Gated Recurrent Units

As similar to the precedent LSTM, gated recurrent units (GRU) is newly created for the solution of short-term memory. An internal mechanism called gates is also needed to regulate the flow of information. However, GRU gets rid of the cell state and uses the hidden state to transfer information. It includes only two gates: a reset gate which is another gate used to decide how much past information can be forgotten, and an update gate which acts similar to the forget and input gate of LSTM which decides what information can be discarded and what new information can be complemented (see Figure 3A). These states of a GRU model are formulated by following formulas:

z_{t} = σ (W_{z} \cdot [h_{t - 1}, x_{t}]) (6)

r_{t} = σ (W_{r} \cdot [h_{t - 1}, x_{t}]) (7)

{\tilde{h}}_{t} = t a n h (W \cdot [r_{t} * h_{6} t - 1, x_{t}]), (8)

h_{t} = (1 - z_{t}) * h_{t - 1} + z_{t} * {\tilde{h}}_{t}) (9)

FIGURE 3

Figure 3. (A) A gated recurrent unit (GRU) cell internal mechanism; (B) the stacked GRU architecture.

Due to its fewer tensor operations, GRU trains data faster than LSTM. It also has a faster convergence, but it is unlikely to guarantee which one outperforms others. In practice, we built a GRU model with the same architecture of LSTM, excluding the module used in the current layers. Three GRU layers were stacked, followed by a fully connected layer and an output layer (see Figure 3B). Batch-normalization and the ReLU activation function were applied in the fully connected layer. The output layer was computed by the cross-entropy loss with a soft-max layer. More details of chosen parameters are depicted in Supplementary Table 3.

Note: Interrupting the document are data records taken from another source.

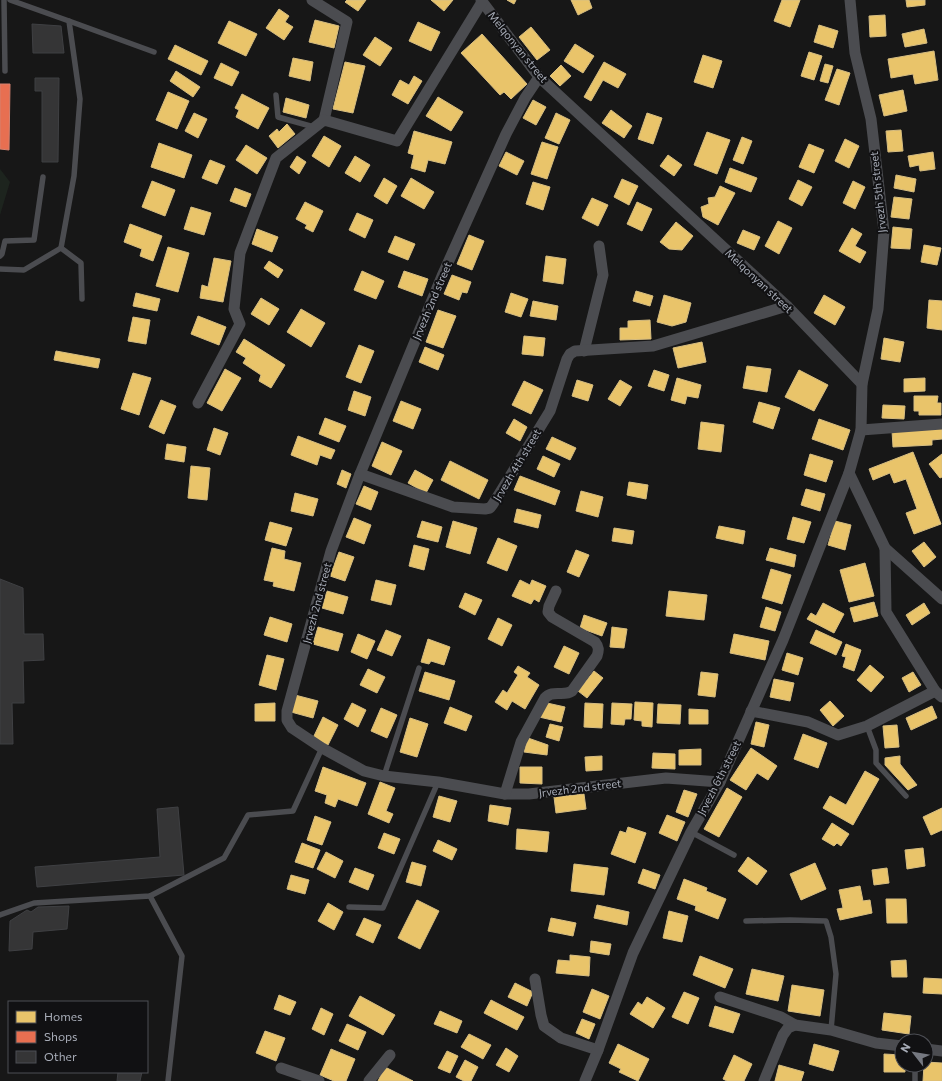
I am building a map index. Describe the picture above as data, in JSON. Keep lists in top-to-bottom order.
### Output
{
  "streets": {
    "street": [
      "Melqonyan street",
      "Jrvezh 5th street",
      "Jrvezh 2nd street",
      "Jrvezh 4th street",
      "Jrvezh 6th street"
    ]
  },
  "crossings": [
    ["Melqonyan street", "Jrvezh 5th street"],
    ["Melqonyan street", "Jrvezh 2nd street"],
    ["Melqonyan street", "Jrvezh 4th street"],
    ["Jrvezh 2nd street", "Jrvezh 4th street"],
    ["Jrvezh 2nd street", "Jrvezh 6th street"]
  ],
  "legend": ["Homes", "Shops", "Other"],
  "north": "top left"
}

A Mixed Model: Long Short-Term Memory Model Coupled With Convolutional Neural Network Decoder

Inspired by the phenomenal performance of the hybrid CNN-RNN in both the spatial domain (Dutta et al., 2018) and the spatial-temporal domain (Yang et al., 2018; Shi et al., 2019), we employed a CNN layer as a decoder for original input data, followed by multiple LSTM layers to cope with the decoded temporal data, and a fully connected layer where the cross-entropy loss with a soft-max function was computed for classification (see Supplementary Table 4). We let a CNN layer extract multiple high-level features from the raw data by using a substantially large filter size and stride. The sequence was thus decoded into multiple shorter sequences symbolizing different high-level temporal features.

Experimental Results

Statistical Analysis: The Change of Oxygen Hemoglobin Concentrations

To clearly evaluate the change of hemoglobin concentrations among four subject groups who underwent four experimental stages, we utilized the utmost distinguishable observation from HbO over other hemoglobin types of reduced hemoglobin (HbR) and THb in this part. Figure 4 presents the box chart distributions of HbO obtained from each experimental protocol to compare HC with each level of AD severity. Note that the typical hemodynamic response of brain activation is accompanied by an increase of HbO concentrations (Mangrum et al., 2018). On each box, the central mark is median, the red filled circle is the mean, the edges of each box are the 25th and 75th percentiles, the whiskers denote the standard error of the mean, and the empty blue circle show outliners. All statistical analyses were performed with a significant level at 0.05 as the cutoff of significance, and each box chart was given a p-value.

FIGURE 4

Figure 4. Box charts of oxyhemoglobin (HbO) concentrations acquired by four subject groups under four conditions.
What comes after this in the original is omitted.